What to archive?
Start thinking in advance about the selection for long-term preservation.
You are responsible for selecting the subset of your dataset for long-term preservation. The actual choices for selecting often depend on the specifics of the research involved, but some general guidelines can be given:
Data archiving concerns the final version of the original data, as far as they are relevant for verification of the conclusions or scholarly reuse.
As a general rule, the processed data that was used for a publication is archived, as well as the original source data. The “processed data” includes the data used for creating maps, graphs, tables, or other analyses in publications, while “source data” may perhaps be the original excavation database, any photographs, interviews, and satellite images. Sometimes one or more intermediate stages are also worthwhile preserving, for instance when they can be reused more easily than the actual source data or when substantial effort is needed to create them (e.g. interview transcriptions).
When making a selection, ask yourself:
- Is it really data? Files like powerpoint presentations are probably not needed for long-term preservation.
- Are the data already archived as part of another project, or with a publication?
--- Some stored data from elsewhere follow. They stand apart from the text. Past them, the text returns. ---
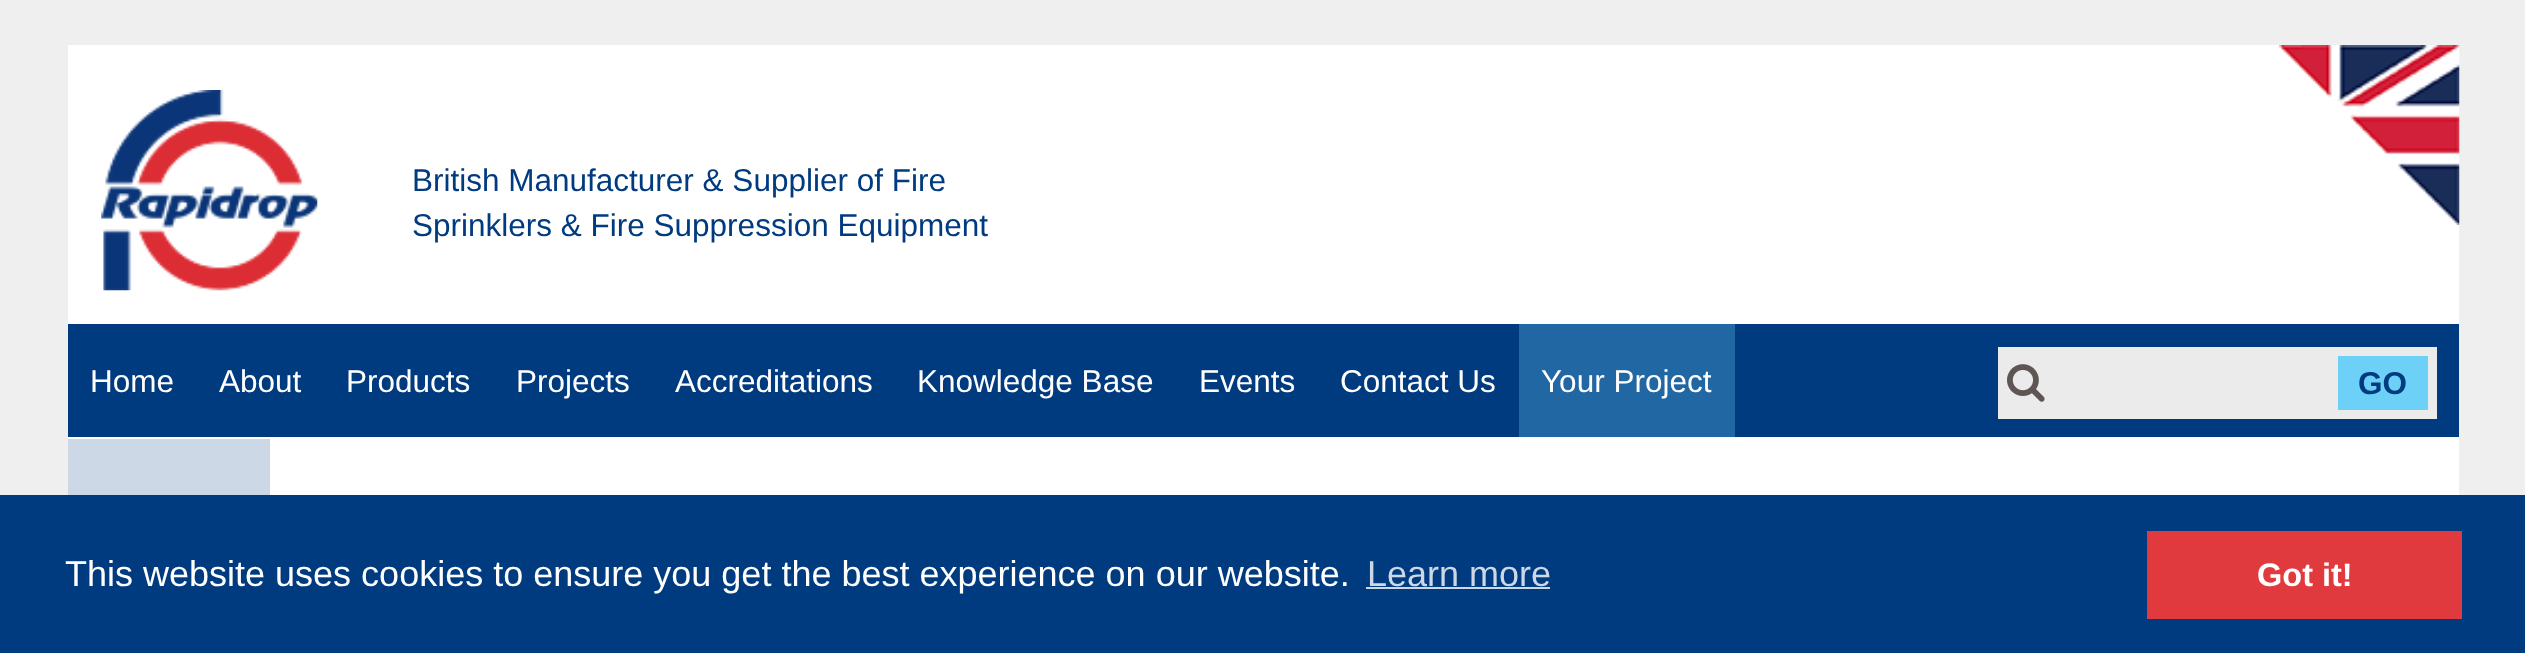 <svg xmlns="http://www.w3.org/2000/svg" width="2525" height="653" viewBox="0 0 2525 653">
  <rect width="100%" height="100%" fill="rgb(239,239,239)"/>
  <rect x="68" y="437" width="2391" height="2" fill="rgb(255,255,255)"/>
  <rect x="68" y="45" width="2391" height="279" fill="rgb(255,255,255)"/>
  <image x="2279" y="45" width="181" height="180" href="pic1.png"/>
  <image x="101" y="90" width="217" height="201" href="pic2.png"/>
  <g font-family="Liberation Sans" font-size="31.5" fill="rgb(0,58,127)">
    <text>
      <tspan x="412" y="191">British Manufacturer &amp; Supplier of Fire</tspan>
      <tspan x="412" y="236">Sprinklers &amp; Fire Suppression Equipment</tspan>
    </text>
  </g>
  <rect x="68" y="324" width="2391" height="113" fill="rgb(0,58,127)"/>
  <g font-family="Liberation Sans" font-size="31.5" fill="rgb(255,255,255)">
    <text x="90" y="392">Home</text>
    <text x="219" y="392">About</text>
    <text x="346" y="392">Products</text>
    <text x="516" y="392">Projects</text>
    <text x="675" y="392">Accreditations</text>
    <text x="917" y="392">Knowledge Base</text>
    <text x="1199" y="392">Events</text>
    <text x="1340" y="392">Contact Us</text>
  </g>
  <rect x="1519" y="324" width="216" height="113" fill="rgb(33,103,163)"/>
  <text x="1541" y="392" font-family="Liberation Sans" font-size="31.5" fill="rgb(255,255,255)">Your Project</text>
  <rect x="1998" y="347" width="439" height="72" fill="rgb(235,235,235)"/>
  <image x="2007" y="364" width="38" height="38" href="pic3.png"/>
  <rect x="2338" y="356" width="90" height="54" fill="rgb(109,208,247)"/>
  <text x="2358" y="394" font-family="Liberation Sans" font-size="31.5" font-weight="bold" fill="rgb(0,58,127)">GO</text>
  <rect x="68" y="439" width="202" height="56" fill="rgb(204,216,229)"/>
  <rect x="270" y="439" width="2189" height="56" fill="rgb(255,255,255)"/>
  <rect x="0" y="495" width="2525" height="158" fill="rgb(0,58,127)"/>
  <text x="65" y="586" font-family="Liberation Sans" font-size="36" fill="rgb(255,255,255)">This website uses cookies to ensure you get the best experience on our website.</text>
  <text x="1367" y="586" font-family="Liberation Sans" font-size="36" fill="rgb(204,216,229)">Learn more</text>
  <rect x="1366" y="587" width="184" height="2" fill="rgb(204,216,229)"/>
  <rect x="2147" y="531" width="315" height="88" fill="rgb(225,58,62)"/>
  <text x="2257" y="586" font-family="Liberation Sans" font-size="32.5" font-weight="bold" fill="rgb(255,255,255)">Got it!</text>
</svg>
- Are the data useful for future research?
- Are the data directly relevant for your publications?
- Are the data relevant for the verification of your results and conclusions?
- Are the data unique (impossible to recreate)?
- Are the data valuable (for instance effort to recreate, cultural heritage value)?
- Are there any obligations for long-term storage?
- Are the data subject to intellectual property rights?
- Are the data subject to privacy limitations etc.?
- Do you have source code that is necessary for reproducing your results or understanding your data?
Unique data: the data contain nonrepeatable observations that are important for academic and/or nonacademic purposes.
Valuable data: potential value in terms of re-use, national/international standing and quality, originality, size, scale, costs of data production, or innovative nature of the research.
Keep in mind as a general rule that the data you deposit are going to be reused in the future by you or some other researcher, preserve it in a way to make new analyses possible. Firstly, store the data as raw as possible, and secondly, add enough supporting information to make it comprehensible.